As introduced by Leibham,
this bill is the most restrictive voter ID legislation in the nation,
moving Wisconsin from the best to the worst.
The
facts of most apparent concern to Leibham and his co-conspirators are
those that clearly demonstrate how Democrats fare consistently well
whenever voter turnout is high. And they also know it doesn’t
take much to discourage people from voting. Therefore, the real
purpose of Leibham’s Voter Suppression Bill is to frustrate and
prevent large numbers of citizens—especially those most likely
to vote Democratic—from casting ballots.
When
Leibham’s Voter Suppression Bill is passed (and it will be
passed) only a Wisconsin driver’s license or a Department of
Motor Vehicles issued photo ID card will be acceptable as valid
identification for voting.
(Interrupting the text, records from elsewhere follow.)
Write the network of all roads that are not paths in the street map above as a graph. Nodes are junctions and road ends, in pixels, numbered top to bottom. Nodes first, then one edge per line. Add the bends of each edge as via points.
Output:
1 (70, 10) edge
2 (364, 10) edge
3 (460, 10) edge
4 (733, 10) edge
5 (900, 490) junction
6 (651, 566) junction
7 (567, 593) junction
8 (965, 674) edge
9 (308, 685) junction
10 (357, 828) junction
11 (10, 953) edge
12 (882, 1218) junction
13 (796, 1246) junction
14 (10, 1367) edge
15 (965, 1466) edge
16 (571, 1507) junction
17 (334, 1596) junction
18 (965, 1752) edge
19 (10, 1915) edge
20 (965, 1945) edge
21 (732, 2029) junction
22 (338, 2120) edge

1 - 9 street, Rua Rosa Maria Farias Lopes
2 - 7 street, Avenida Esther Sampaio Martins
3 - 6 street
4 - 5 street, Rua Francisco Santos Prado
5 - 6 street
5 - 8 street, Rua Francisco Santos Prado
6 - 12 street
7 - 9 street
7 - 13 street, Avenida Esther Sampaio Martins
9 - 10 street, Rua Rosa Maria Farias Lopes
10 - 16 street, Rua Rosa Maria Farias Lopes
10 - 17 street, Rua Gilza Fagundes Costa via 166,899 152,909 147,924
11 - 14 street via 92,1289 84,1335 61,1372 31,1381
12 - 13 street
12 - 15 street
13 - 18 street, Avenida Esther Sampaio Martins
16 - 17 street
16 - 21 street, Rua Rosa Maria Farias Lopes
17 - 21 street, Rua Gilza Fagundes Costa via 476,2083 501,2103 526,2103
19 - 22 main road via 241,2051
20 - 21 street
Consequentially the DMV will be empowered
as gate-keeper to our voting rights.
The
problematic nature of that situation is perfectly apparent to anyone
who has ever tried to communicate with or stood in line at the DMV
office. Throughout the state 26% of the DMV offices are open only
one day a month or less, more than half are open just part-time, 3
counties have no DMV offices at all, and only one DMV office in the
entire state is open on weekends. Remember, it doesn’t take
much to discourage people from voting. Thus, it requires no
intellectual brilliance to see just how daunting this system will be
for rural people or those with disabilities or full-time jobs.
Furthermore,
this policy will negatively impact some people more than others.
Most white, middle class, middle aged, married, English-speaking,
straight people (the ones most likely to vote Republican) will be
fine. On the other hand, the people currently lacking the required
DMV-issued photo ID cards or driver’s licenses, and who will
have to fight the system to get one if they wish to vote, include:
23% of all citizens over 65 years old, 55% of all African American
men, 49% of all African American women, 46% of all Hispanic men, 59%
of Hispanic women, and a considerably large number of our university
students. One thing all these people have in common is their
inclination to vote for Democrats.
This
shamefully brazen power play, which may cost as much as $20 million
to implement, is just part of a grander design including the
dismantling of public employee unions, the flood tide of shady
election spending made possible by the Citizens
United decision, and
the creative gerrymandering yet to come with redistricting.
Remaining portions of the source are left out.